Well, I wasn’t too hurt, even if my right leg**, my arm and the palms of my hands are quite sore. And no, I didn’t hit my head!*** But I wasn’t too keen on continuing the bike excursion but I took a deep breath and we biked on – this time trying to keep to the pavements and passing every side road very very slowly… In Sweden I hated when people biked on the pavements, but that’s because we have special paths for cyclists!
After crossing Isla Verde, still on the pavements, we finally arrived to the … BIKE PATH to Los Piñones! First you pass el balneario de Carolina, the public beach with lots of parking space and cheerful red fences towards the road, then you arrive to Los Piñones by the Punta Cangrejos (the Crab bridge) where the bike path continues along the sea passing ramshackle beach huts which serve as bars and restaurants.
Los Piñones has a fascinating history, most of its inhabitants are descendants of freed slaves brought by the Spanish colonialists from Africa to work on the sugarcane plantations. Apparently, when these slaves were freed, they were given the right to settle in this area where they have lived for over 100 years (slavery was officially abolished in Puerto Rico in 1873). However, they don’t have the formal propery rights and a few years ago the authorities tried to reclaim the land to develop it for tourism (to build hideous condos and hotels like in Condado and Isla Verde – see the second photo below). Fortunately the protests worked and the plans were withdrawn.
“The beaches belong to the people”
It was a hot day, and we started to get hungry so we stopped at one of the first restaurants; The Reef, especially as it was mentioned in the guide book (LP, of course!). We settled on the wooden deck overlooking the bay with San Juan in the background, the airplanes coming in for landing or taking off above (the San Juan airport is very close) and trying to cool down with a few cold drinks. After a simple lunch we continued on the bike path, which at one point turns into a wooden boardwalk alongside the beach – it is beautiful and very peaceful.

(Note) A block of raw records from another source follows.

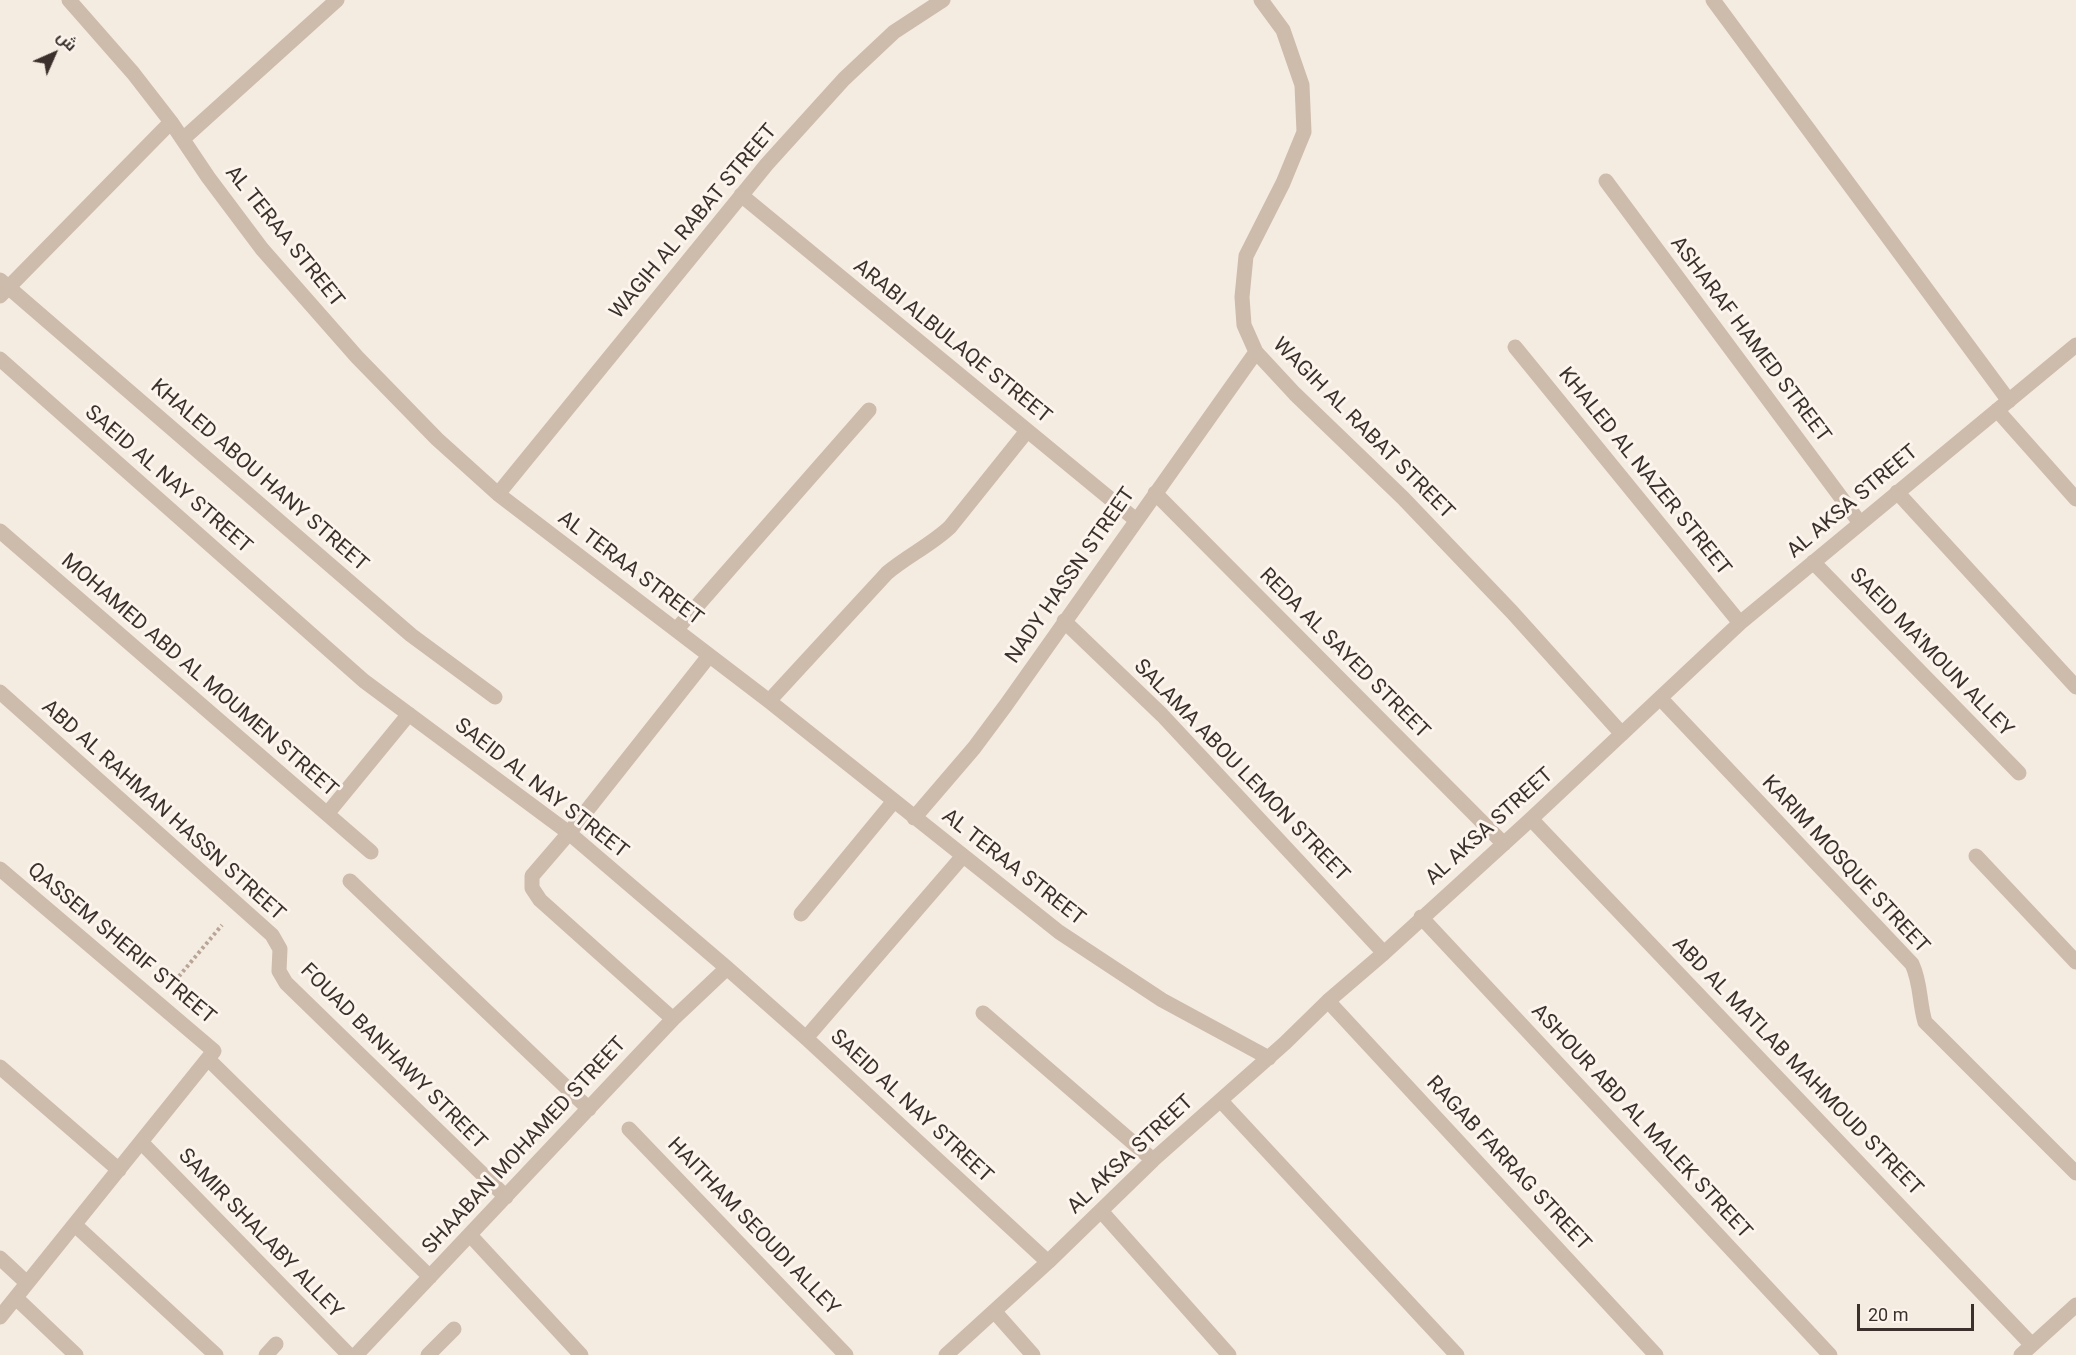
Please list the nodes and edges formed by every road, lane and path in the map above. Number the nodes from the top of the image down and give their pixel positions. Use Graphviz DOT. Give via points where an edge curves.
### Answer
graph roads {
  1 [pos="69,0"];
  2 [pos="337,0"];
  3 [pos="943,0"];
  4 [pos="1261,0"];
  5 [pos="1713,0"];
  6 [pos="171,122"];
  7 [pos="183,139"];
  8 [pos="1606,181"];
  9 [pos="741,195"];
  10 [pos="3,288"];
  11 [pos="2076,345"];
  12 [pos="1515,347"];
  13 [pos="1256,351"];
  14 [pos="0,359"];
  15 [pos="2003,406"];
  16 [pos="869,410"];
  17 [pos="1027,431"];
  18 [pos="1897,492"];
  19 [pos="1155,493"];
  20 [pos="498,494"];
  21 [pos="2076,499"];
  22 [pos="1136,520"];
  23 [pos="1860,523"];
  24 [pos="0,531"];
  25 [pos="1813,562"];
  26 [pos="1064,621"];
  27 [pos="1740,623"];
  28 [pos="676,630"];
  29 [pos="709,656"];
  30 [pos="2076,687"];
  31 [pos="0,692"];
  32 [pos="495,697"];
  33 [pos="1661,699"];
  34 [pos="769,702"];
  35 [pos="410,714"];
  36 [pos="1623,734"];
  37 [pos="2019,774"];
  38 [pos="894,801"];
  39 [pos="327,814"];
  40 [pos="914,818"];
  41 [pos="1531,819"];
  42 [pos="569,833"];
  43 [pos="1504,844"];
  44 [pos="371,852"];
  45 [pos="963,856"];
  46 [pos="1976,856"];
  47 [pos="0,869"];
  48 [pos="350,881"];
  49 [pos="238,905"];
  50 [pos="801,914"];
  51 [pos="1421,917"];
  52 [pos="1384,953"];
  53 [pos="2076,962"];
  54 [pos="727,968"];
  55 [pos="279,971"];
  56 [pos="1329,1001"];
  57 [pos="157,1002"];
  58 [pos="983,1013"];
  59 [pos="673,1019"];
  60 [pos="806,1038"];
  61 [pos="211,1055"];
  62 [pos="1269,1058"];
  63 [pos="0,1067"];
  64 [pos="1221,1101"];
  65 [pos="590,1109"];
  66 [pos="629,1129"];
  67 [pos="141,1142"];
  68 [pos="1153,1160"];
  69 [pos="119,1170"];
  70 [pos="2076,1173"];
  71 [pos="506,1197"];
  72 [pos="1101,1210"];
  73 [pos="75,1225"];
  74 [pos="470,1235"];
  75 [pos="0,1258"];
  76 [pos="1048,1262"];
  77 [pos="430,1277"];
  78 [pos="27,1283"];
  79 [pos="16,1298"];
  80 [pos="2076,1305"];
  81 [pos="994,1311"];
  82 [pos="0,1317"];
  83 [pos="454,1329"];
  84 [pos="2026,1350"];
  85 [pos="75,1355"];
  86 [pos="216,1355"];
  87 [pos="349,1355"];
  88 [pos="356,1355"];
  89 [pos="428,1355"];
  90 [pos="581,1355"];
  91 [pos="846,1355"];
  92 [pos="946,1355"];
  93 [pos="1033,1355"];
  94 [pos="1229,1355"];
  95 [pos="1457,1355"];
  96 [pos="1656,1355"];
  97 [pos="1830,1355"];
  1 -- 6 [label="street, AL TERAA STREET"];
  2 -- 7 [label="street"];
  3 -- 9 [label="street, WAGIH AL RABAT STREET" via="894,32 844,80"];
  4 -- 13 [label="street, WAGIH AL RABAT STREET" via="1283,30 1302,85 1304,132 1246,256 1244,325"];
  5 -- 15 [label="street"];
  6 -- 7 [label="street, AL TERAA STREET"];
  6 -- 10 [label="street"];
  7 -- 20 [label="street, AL TERAA STREET" via="262,249 357,357 437,439"];
  8 -- 23 [label="street, ASHARAF HAMED STREET"];
  9 -- 17 [label="street, ARABI ALBULAQE STREET"];
  9 -- 20 [label="street, WAGIH AL RABAT STREET"];
  10 -- 32 [label="street, KHALED ABOU HANY STREET" via="411,635"];
  11 -- 15 [label="street, AL AKSA STREET"];
  12 -- 27 [label="street, KHALED AL NAZER STREET"];
  13 -- 19 [label="street, NADY HASSN STREET"];
  13 -- 36 [label="street, WAGIH AL RABAT STREET" via="1403,498"];
  14 -- 35 [label="street, SAEID AL NAY STREET" via="364,681"];
  15 -- 18 [label="street, AL AKSA STREET"];
  15 -- 21 [label="street"];
  16 -- 28 [label="street"];
  17 -- 22 [label="street, ARABI ALBULAQE STREET"];
  17 -- 34 [label="street" via="950,527 887,573"];
  18 -- 23 [label="street, AL AKSA STREET"];
  18 -- 30 [label="street"];
  19 -- 22 [label="street, NADY HASSN STREET"];
  19 -- 43 [label="street, REDA AL SAYED STREET"];
  20 -- 28 [label="street, AL TERAA STREET"];
  22 -- 26 [label="street, NADY HASSN STREET"];
  23 -- 25 [label="street, AL AKSA STREET"];
  24 -- 39 [label="street, MOHAMED ABD AL MOUMEN STREET"];
  25 -- 27 [label="street, AL AKSA STREET"];
  25 -- 37 [label="street, SAEID MA'MOUN ALLEY"];
  26 -- 40 [label="street, NADY HASSN STREET" via="974,748"];
  26 -- 52 [label="street, SALAMA ABOU LEMON STREET" via="1162,715"];
  27 -- 33 [label="street, AL AKSA STREET"];
  28 -- 29 [label="street, AL TERAA STREET"];
  29 -- 34 [label="street, AL TERAA STREET"];
  29 -- 42 [label="street"];
  31 -- 49 [label="street, ABD AL RAHMAN HASSN STREET"];
  33 -- 36 [label="street, AL AKSA STREET"];
  33 -- 70 [label="street, KARIM MOSQUE STREET" via="1912,964 1918,976 1925,1022"];
  34 -- 38 [label="street, AL TERAA STREET"];
  35 -- 39 [label="street"];
  35 -- 42 [label="street, SAEID AL NAY STREET"];
  36 -- 41 [label="street, AL AKSA STREET"];
  38 -- 40 [label="street, AL TERAA STREET"];
  38 -- 50 [label="street"];
  39 -- 44 [label="street, MOHAMED ABD AL MOUMEN STREET"];
  40 -- 45 [label="street, AL TERAA STREET"];
  41 -- 43 [label="street, AL AKSA STREET"];
  41 -- 84 [label="street, ABD AL MATLAB MAHMOUD STREET"];
  42 -- 54 [label="street, SAEID AL NAY STREET"];
  42 -- 59 [label="street" via="532,876 532,888 540,900"];
  43 -- 51 [label="street, AL AKSA STREET"];
  45 -- 60 [label="street"];
  45 -- 62 [label="street, AL TERAA STREET" via="1059,932 1162,1000"];
  46 -- 53 [label="street"];
  47 -- 57 [label="street, QASSEM SHERIF STREET"];
  48 -- 65 [label="street"];
  49 -- 55 [label="street, ABD AL RAHMAN HASSN STREET" via="272,935 280,949"];
  49 -- 57 [label="path"];
  51 -- 52 [label="street, AL AKSA STREET"];
  51 -- 97 [label="street, ASHOUR ABD AL MALEK STREET"];
  52 -- 56 [label="street, AL AKSA STREET"];
  54 -- 59 [label="street, SHAABAN MOHAMED STREET"];
  54 -- 60 [label="street, SAEID AL NAY STREET"];
  55 -- 71 [label="street, FOUAD BANHAWY STREET" via="286,983"];
  56 -- 62 [label="street, AL AKSA STREET"];
  56 -- 96 [label="street, RAGAB FARRAG STREET"];
  57 -- 61 [label="street, QASSEM SHERIF STREET"];
  58 -- 68 [label="street"];
  59 -- 65 [label="street, SHAABAN MOHAMED STREET"];
  60 -- 76 [label="street, SAEID AL NAY STREET"];
  61 -- 67 [label="street"];
  61 -- 77 [label="street, QASSEM SHERIF STREET"];
  62 -- 64 [label="street, AL AKSA STREET"];
  63 -- 69 [label="street"];
  64 -- 68 [label="street, AL AKSA STREET"];
  64 -- 95 [label="street"];
  65 -- 71 [label="street, SHAABAN MOHAMED STREET"];
  66 -- 91 [label="street, HAITHAM SEOUDI ALLEY"];
  67 -- 69 [label="street"];
  67 -- 87 [label="street, SAMIR SHALABY ALLEY"];
  68 -- 72 [label="street, AL AKSA STREET"];
  69 -- 73 [label="street"];
  71 -- 74 [label="street, SHAABAN MOHAMED STREET"];
  72 -- 76 [label="street, AL AKSA STREET"];
  72 -- 94 [label="street"];
  73 -- 78 [label="street"];
  73 -- 86 [label="street"];
  74 -- 77 [label="street, SHAABAN MOHAMED STREET"];
  74 -- 90 [label="street"];
  75 -- 78 [label="street"];
  76 -- 81 [label="street, AL AKSA STREET"];
  77 -- 88 [label="street, SHAABAN MOHAMED STREET"];
  78 -- 79 [label="street"];
  79 -- 82 [label="street"];
  79 -- 85 [label="street"];
  80 -- 84 [label="street"];
  81 -- 92 [label="street, AL AKSA STREET"];
  81 -- 93 [label="street"];
  83 -- 89 [label="street"];
}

During the weekends Los Piñones gets packed with sanjuaneros who are looking for a great beach during the day and to party during the night, but during the week the bars and restaurants have a deserted feeling with a few locals and even fewer tourists. It is a perfect place for cycling and discovering another part of the San Juan metro area. However, it might be a good idea to drive to the end of Isla Verde and unload the bikes at the beginning of the bike path if you don’t want the stress of cycling in the quite busy main street of Isla Verde! And watch out, the bike path is full of broken beer bottles – it was a miracle that we didn’t get a flat tyre…
We returned to Condado without any more incidents, and it felt good to have done some good old bike exercise! I wish that there were more bike paths in San Juan, or at least that it was easier to reach the few that exist. Check out the not-so-professional bikes below 😉 and our cool caps from Brussels (pink) and NATO-SFOR in Bosnia (blue).

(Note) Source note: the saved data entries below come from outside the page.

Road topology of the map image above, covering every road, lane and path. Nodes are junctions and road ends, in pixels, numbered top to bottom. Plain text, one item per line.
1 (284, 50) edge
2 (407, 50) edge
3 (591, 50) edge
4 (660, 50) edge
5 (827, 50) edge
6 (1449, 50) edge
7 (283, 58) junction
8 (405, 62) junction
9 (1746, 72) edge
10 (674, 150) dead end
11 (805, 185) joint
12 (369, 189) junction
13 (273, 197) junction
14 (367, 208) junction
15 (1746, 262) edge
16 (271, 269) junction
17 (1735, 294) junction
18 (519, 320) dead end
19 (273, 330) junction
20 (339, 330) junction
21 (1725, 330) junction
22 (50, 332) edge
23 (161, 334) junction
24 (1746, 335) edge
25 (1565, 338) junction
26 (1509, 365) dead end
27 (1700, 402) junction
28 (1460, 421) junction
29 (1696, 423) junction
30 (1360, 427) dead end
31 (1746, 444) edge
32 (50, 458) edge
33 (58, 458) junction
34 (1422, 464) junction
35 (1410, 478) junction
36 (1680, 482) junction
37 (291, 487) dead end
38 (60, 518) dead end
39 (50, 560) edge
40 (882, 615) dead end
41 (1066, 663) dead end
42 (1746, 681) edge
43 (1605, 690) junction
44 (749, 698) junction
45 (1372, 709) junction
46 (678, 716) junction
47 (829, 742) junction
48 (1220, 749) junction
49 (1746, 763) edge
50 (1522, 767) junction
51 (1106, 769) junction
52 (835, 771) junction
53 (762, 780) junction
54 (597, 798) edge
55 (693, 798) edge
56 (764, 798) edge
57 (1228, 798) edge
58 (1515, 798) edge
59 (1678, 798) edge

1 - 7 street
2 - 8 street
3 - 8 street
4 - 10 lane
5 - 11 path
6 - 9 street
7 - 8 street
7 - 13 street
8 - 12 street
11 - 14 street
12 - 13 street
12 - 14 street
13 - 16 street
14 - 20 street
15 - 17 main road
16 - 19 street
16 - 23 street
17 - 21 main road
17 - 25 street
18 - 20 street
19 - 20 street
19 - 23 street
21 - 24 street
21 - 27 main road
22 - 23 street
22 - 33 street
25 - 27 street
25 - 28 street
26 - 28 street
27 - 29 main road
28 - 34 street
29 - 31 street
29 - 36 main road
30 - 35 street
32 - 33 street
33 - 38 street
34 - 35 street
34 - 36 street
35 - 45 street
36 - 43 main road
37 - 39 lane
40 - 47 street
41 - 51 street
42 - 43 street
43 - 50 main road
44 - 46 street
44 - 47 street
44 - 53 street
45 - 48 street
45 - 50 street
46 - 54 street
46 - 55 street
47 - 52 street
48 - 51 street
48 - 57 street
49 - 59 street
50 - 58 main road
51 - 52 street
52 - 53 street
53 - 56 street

Tomorrow we are heading to the San Sebastián street festival in Old San Juan to check out Ricky Martin who is supposed to appear… will keep you posted!
*) I had just pointed out to the cyclist B on Sunday that I have seen so many cyclists(almost the majority) riding on the wrong side of the road here in Puerto Rico – on Sunday we saw 4 cyclists doing just that!
**) Why oh why, is it always my right leg? First time was when I was 10 jumping from one wet and slippery wooden bench to another, at 18 I slipped on the tiled steps in the bathroom, and last year I slipped in O’s stone staircase and tumbled down head first – always the same leg, which now actually has a few dents in the bone!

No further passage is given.